Task item
Report all lines in the records that hold the string "Gupta".

------------------------------

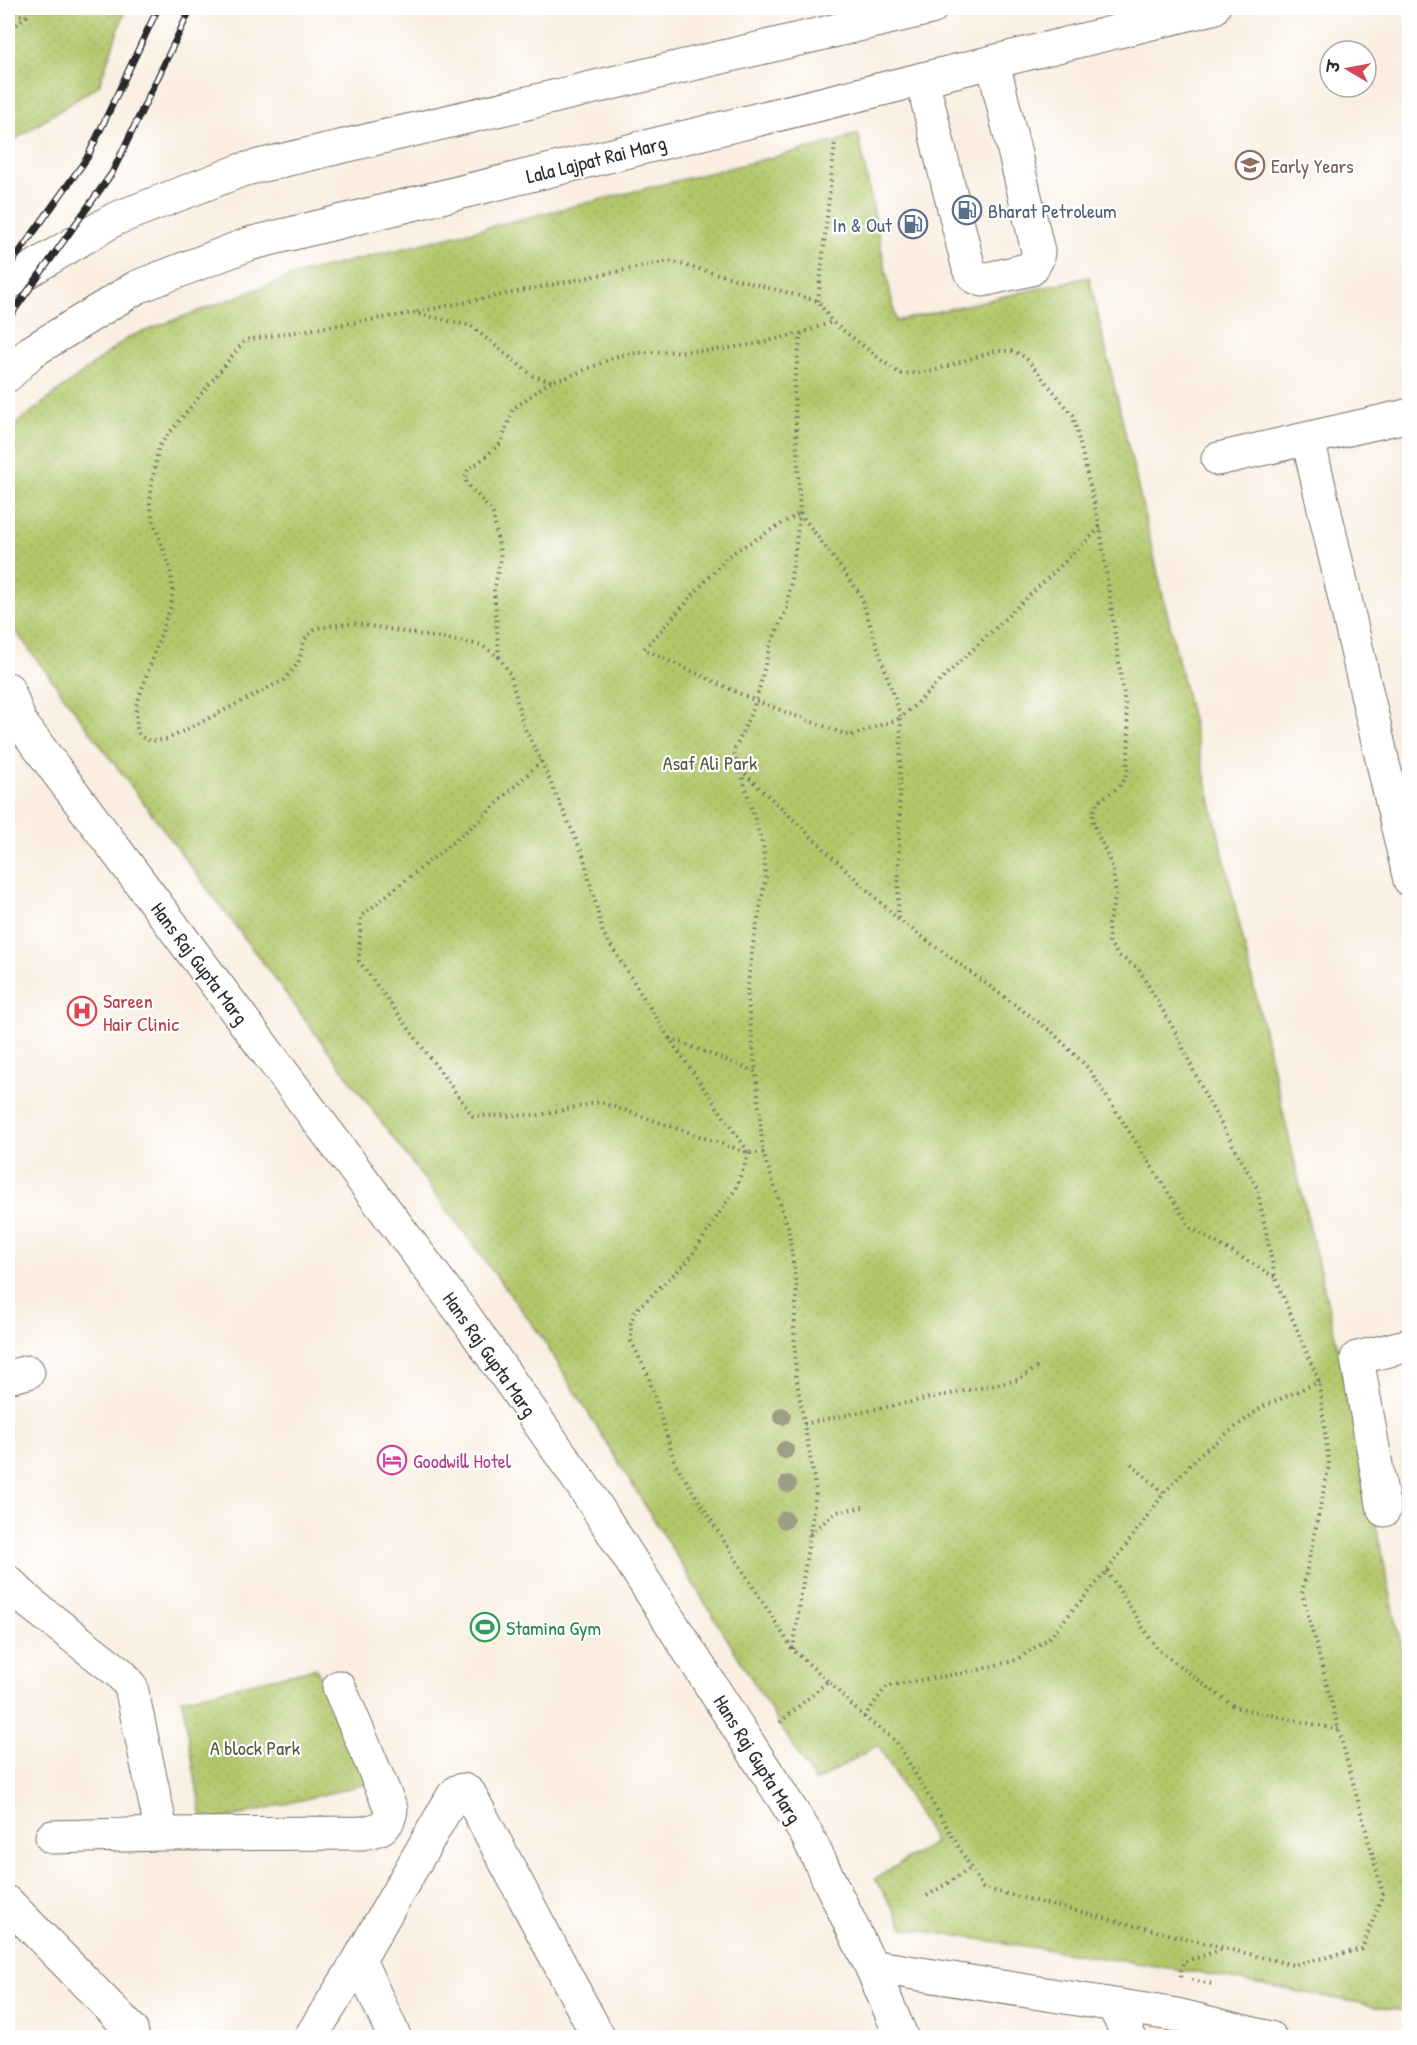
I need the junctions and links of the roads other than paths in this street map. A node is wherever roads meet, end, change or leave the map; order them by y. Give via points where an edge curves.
1 (931, 8) edge
2 (1213, 8) edge
3 (993, 62) junction
4 (922, 79) junction
5 (8, 283) edge
6 (8, 375) edge
7 (1410, 415) edge
8 (1308, 438) junction
9 (1218, 459) dead end
10 (8, 689) edge
11 (14, 720) edge
12 (1410, 880) edge
13 (1410, 1345) edge
14 (1384, 1510) dead end
15 (8, 1582) edge
16 (339, 1687) dead end
17 (162, 1834) junction
18 (52, 1837) dead end
19 (8, 1903) edge
20 (359, 1960) junction
21 (871, 1966) junction
22 (1113, 2005) junction
23 (133, 2037) edge
24 (310, 2037) edge
25 (395, 2037) edge
26 (599, 2037) edge
27 (902, 2037) edge
28 (1131, 2037) edge
29 (1270, 2037) edge

1 - 5 street via 243,171 115,219
2 - 3 street, Lala Lajpat Rai Marg
3 - 4 street, Lala Lajpat Rai Marg
3 - 4 street via 1038,251 1031,269 983,280 969,269
4 - 6 street, Lala Lajpat Rai Marg via 249,244 137,286 31,352
7 - 8 street
8 - 9 street
8 - 12 street
10 - 11 street, Hans Raj Gupta Marg
11 - 21 street, Hans Raj Gupta Marg via 472,1328 585,1489 807,1834
13 - 14 street via 1358,1358
15 - 17 street via 122,1674 131,1687
16 - 17 street via 391,1809 387,1824 362,1833
17 - 18 street
19 - 23 street via 131,2029
20 - 24 street
20 - 25 street
20 - 26 street via 453,1796 463,1790 469,1793
21 - 22 street
21 - 27 street, Hans Raj Gupta Marg
22 - 28 street
22 - 29 street

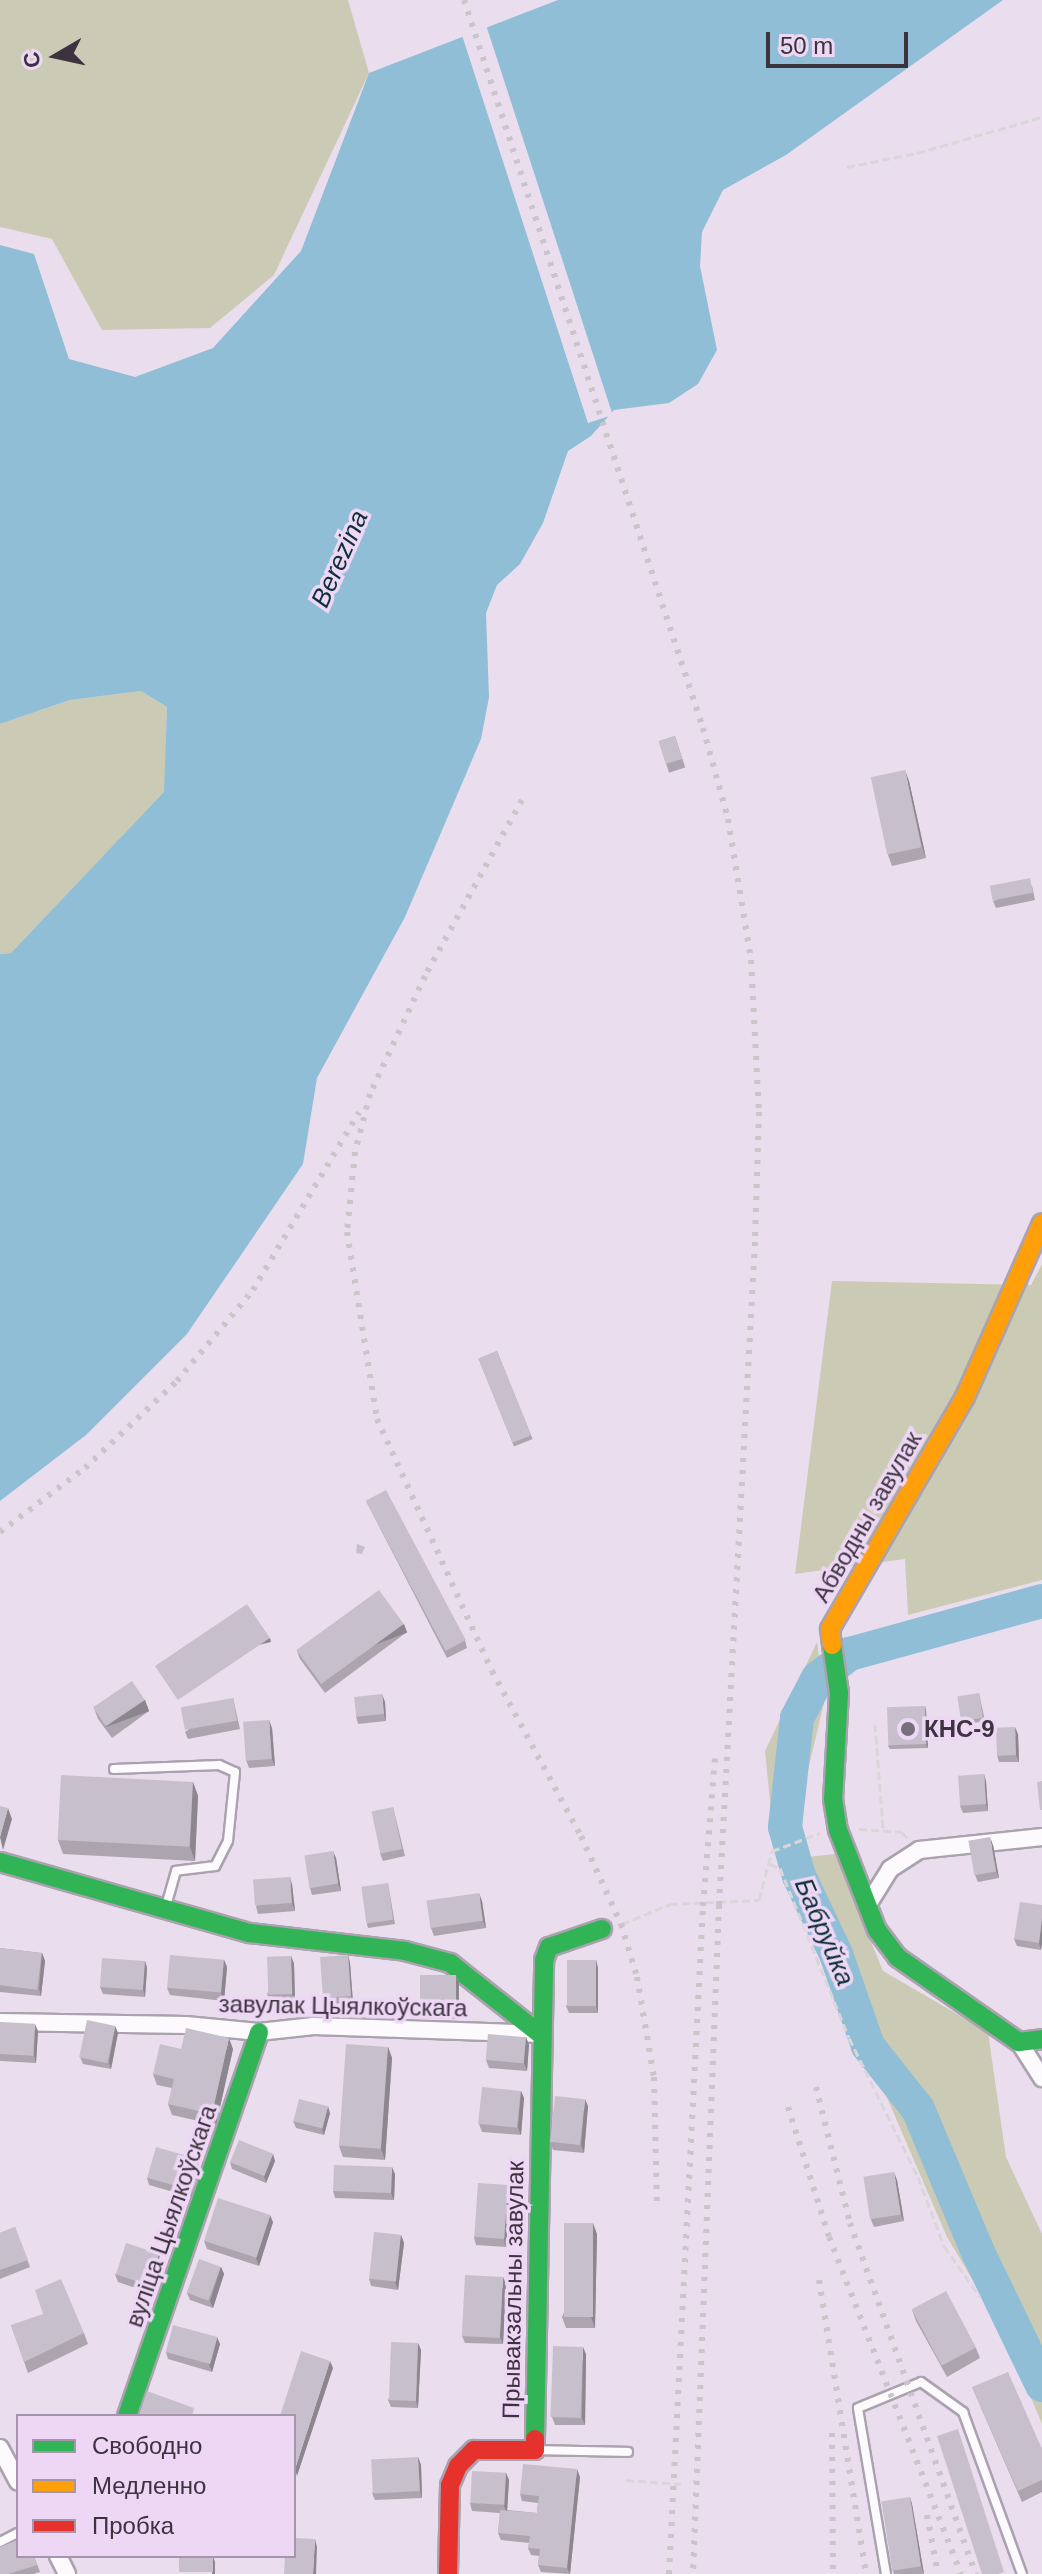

------------------------------

Answer for this exercise
10 - 11 street, Hans Raj Gupta Marg
11 - 21 street, Hans Raj Gupta Marg via 472,1328 585,1489 807,1834
21 - 27 street, Hans Raj Gupta Marg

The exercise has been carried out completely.